Place the dessert in two or four fancy
dessert-dishesaround the centre-piece, which,
by-the-way, should not be high enough to obstruct the view of persons sitting
at opposite sides of the table. The dessert will consist of fruits, fresh or
candied, preserved ginger, or preserves of any kind, fancy cakes, candies,
nuts, raisins, etc.
Put as many knives, forks, and spoons by the side of the plate of each
person as will be necessary to use in all the different courses. Place the
knives and spoons on the right side, and the forks on the left side, of the
plates. This saves the trouble of replacing a knife and fork or spoon as each
course is brought on. Many prefer the latter arrangement, as they object to the
appearance of so many knives, etc., by the sides of a plate. This is, of
course, a matter of taste. I concede the preferable appearance of the latter
plan, but confess a great liking for any arrangement which saves extra work and
confusion.
Place the napkin, neatly folded, on the plate, with a piece of bread an inch
thick, and three inches long, or a small cold bread roll, in the folds or on
the top of the napkin.
Put a glass for water, and as many wine-glasses as are necessary at each
plate.
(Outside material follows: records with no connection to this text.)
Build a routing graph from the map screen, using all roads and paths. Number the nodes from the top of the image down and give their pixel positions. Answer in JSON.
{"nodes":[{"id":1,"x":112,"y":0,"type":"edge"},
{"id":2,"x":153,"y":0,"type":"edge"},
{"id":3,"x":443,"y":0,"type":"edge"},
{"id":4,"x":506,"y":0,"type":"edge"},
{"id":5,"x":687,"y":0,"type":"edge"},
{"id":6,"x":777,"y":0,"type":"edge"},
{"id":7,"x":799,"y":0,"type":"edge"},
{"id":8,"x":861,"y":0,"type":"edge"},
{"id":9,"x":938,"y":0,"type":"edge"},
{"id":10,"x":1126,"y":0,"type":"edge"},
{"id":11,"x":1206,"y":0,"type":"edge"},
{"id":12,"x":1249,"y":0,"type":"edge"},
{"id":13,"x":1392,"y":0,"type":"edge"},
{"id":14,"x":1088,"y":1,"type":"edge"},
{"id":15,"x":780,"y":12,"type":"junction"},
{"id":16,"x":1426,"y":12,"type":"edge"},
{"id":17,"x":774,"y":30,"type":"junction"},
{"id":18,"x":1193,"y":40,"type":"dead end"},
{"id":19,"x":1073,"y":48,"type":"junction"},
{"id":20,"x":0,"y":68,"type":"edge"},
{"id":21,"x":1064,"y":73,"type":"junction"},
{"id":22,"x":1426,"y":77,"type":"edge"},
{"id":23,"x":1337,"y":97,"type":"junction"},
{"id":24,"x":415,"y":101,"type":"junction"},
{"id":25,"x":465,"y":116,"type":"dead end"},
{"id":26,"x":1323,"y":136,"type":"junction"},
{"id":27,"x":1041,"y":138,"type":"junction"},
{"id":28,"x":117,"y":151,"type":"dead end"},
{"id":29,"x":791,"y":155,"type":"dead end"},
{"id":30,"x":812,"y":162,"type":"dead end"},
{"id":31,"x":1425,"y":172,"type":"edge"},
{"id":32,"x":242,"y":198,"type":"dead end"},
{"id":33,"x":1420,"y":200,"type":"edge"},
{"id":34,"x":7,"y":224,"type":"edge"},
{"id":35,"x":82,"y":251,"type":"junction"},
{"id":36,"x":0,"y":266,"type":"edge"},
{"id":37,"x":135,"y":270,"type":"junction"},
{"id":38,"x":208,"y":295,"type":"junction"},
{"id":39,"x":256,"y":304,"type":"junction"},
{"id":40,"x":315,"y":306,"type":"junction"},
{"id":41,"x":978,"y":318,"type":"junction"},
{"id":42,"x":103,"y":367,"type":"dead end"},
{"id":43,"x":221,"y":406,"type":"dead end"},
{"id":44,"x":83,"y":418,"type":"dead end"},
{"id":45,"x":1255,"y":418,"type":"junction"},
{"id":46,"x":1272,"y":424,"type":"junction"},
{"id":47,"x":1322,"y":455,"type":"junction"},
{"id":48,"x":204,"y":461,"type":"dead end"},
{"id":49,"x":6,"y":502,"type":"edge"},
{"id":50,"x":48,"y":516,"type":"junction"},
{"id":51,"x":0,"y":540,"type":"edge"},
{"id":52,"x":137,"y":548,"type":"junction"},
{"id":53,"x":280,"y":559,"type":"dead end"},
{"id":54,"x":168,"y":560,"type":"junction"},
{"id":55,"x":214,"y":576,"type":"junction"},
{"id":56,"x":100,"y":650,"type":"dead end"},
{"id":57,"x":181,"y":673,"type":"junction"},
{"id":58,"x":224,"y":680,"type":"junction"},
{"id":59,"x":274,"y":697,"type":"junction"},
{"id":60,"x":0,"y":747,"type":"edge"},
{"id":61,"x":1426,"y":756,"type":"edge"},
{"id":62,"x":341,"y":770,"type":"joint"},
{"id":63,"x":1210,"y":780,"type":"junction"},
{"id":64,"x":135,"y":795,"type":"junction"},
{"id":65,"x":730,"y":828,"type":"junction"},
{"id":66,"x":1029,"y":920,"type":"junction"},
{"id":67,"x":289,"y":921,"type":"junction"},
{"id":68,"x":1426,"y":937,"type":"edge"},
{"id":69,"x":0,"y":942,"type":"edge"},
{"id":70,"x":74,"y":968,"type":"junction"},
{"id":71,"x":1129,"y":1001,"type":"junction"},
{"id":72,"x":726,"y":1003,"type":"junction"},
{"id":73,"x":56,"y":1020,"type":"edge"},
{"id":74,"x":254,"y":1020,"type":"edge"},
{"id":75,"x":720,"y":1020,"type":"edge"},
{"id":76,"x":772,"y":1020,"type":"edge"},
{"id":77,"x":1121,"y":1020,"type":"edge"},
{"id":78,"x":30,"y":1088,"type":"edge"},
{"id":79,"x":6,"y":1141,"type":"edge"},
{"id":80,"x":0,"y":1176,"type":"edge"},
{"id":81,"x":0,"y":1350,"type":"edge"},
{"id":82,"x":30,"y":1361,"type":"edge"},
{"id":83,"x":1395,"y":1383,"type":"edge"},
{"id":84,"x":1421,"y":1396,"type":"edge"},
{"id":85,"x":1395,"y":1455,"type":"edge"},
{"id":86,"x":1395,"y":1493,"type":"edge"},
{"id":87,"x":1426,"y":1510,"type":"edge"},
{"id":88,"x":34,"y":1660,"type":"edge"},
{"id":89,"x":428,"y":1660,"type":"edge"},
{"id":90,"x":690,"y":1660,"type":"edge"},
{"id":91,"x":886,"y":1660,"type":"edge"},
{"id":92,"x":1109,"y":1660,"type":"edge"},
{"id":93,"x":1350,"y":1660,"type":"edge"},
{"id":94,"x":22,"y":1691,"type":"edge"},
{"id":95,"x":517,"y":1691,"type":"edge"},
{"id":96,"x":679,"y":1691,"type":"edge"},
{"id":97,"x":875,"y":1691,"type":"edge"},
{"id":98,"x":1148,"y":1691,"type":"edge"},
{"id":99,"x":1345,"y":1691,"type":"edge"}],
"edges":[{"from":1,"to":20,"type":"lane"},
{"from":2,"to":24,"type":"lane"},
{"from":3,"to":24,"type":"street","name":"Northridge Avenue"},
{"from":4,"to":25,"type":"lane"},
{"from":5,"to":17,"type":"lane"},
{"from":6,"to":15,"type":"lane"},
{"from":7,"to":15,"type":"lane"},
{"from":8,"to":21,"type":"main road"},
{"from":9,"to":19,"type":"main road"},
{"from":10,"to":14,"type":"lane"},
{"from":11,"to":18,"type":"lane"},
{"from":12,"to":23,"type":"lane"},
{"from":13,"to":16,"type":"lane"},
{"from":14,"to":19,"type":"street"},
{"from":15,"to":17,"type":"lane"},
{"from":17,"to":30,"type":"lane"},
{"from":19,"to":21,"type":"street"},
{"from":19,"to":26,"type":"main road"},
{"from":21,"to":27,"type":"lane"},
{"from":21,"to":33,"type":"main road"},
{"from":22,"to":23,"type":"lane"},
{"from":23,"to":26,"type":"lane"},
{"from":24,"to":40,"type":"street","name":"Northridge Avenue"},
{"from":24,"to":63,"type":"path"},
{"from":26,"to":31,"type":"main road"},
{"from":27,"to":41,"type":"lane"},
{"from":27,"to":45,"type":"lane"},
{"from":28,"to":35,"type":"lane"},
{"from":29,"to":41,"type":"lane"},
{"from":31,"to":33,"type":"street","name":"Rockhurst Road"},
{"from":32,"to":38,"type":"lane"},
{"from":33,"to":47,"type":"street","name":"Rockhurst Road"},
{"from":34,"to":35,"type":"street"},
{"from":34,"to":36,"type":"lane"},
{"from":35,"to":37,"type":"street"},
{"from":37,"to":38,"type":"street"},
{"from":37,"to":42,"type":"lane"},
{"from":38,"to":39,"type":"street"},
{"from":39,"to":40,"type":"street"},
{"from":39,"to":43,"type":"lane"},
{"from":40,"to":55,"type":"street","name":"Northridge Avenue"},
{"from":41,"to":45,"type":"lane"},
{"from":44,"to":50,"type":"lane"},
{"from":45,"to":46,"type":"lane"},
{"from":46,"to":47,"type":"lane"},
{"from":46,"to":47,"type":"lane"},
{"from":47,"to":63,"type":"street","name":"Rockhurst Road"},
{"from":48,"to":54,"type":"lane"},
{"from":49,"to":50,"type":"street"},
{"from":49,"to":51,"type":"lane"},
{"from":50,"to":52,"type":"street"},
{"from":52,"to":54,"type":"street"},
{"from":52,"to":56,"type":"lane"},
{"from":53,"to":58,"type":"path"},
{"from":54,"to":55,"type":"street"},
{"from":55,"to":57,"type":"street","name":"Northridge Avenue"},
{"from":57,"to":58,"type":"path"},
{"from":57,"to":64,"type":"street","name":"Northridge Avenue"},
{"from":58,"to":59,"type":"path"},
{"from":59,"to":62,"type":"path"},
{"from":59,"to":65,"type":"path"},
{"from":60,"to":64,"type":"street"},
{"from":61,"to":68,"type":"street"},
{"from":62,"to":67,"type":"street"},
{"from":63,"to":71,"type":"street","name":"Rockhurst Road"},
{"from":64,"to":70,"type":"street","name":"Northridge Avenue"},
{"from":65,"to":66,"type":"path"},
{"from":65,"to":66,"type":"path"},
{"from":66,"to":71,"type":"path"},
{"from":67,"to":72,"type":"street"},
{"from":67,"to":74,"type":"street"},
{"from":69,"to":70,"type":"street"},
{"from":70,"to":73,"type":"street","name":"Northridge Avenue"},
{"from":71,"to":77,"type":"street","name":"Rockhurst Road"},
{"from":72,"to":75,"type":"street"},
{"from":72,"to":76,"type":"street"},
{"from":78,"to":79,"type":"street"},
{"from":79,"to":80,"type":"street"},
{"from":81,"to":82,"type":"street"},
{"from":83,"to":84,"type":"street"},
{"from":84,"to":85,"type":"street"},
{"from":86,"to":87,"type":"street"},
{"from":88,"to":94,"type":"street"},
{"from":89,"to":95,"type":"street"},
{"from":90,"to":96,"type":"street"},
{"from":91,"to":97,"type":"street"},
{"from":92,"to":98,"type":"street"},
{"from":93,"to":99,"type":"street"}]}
Fill the water-glass just before the dinner is announced, unless
caraffes are used. These are kept on the table all the time, well filled with
water, one caraffe being sufficient for two or three persons. All the wine
intended to be served decanted should be placed on the table, conveniently
arranged at different points.
At opposite sides of the table place salt and pepper
stands, together with the different fancy spoons, crossed by their
side, which may be necessary at private dinners, for serving dishes.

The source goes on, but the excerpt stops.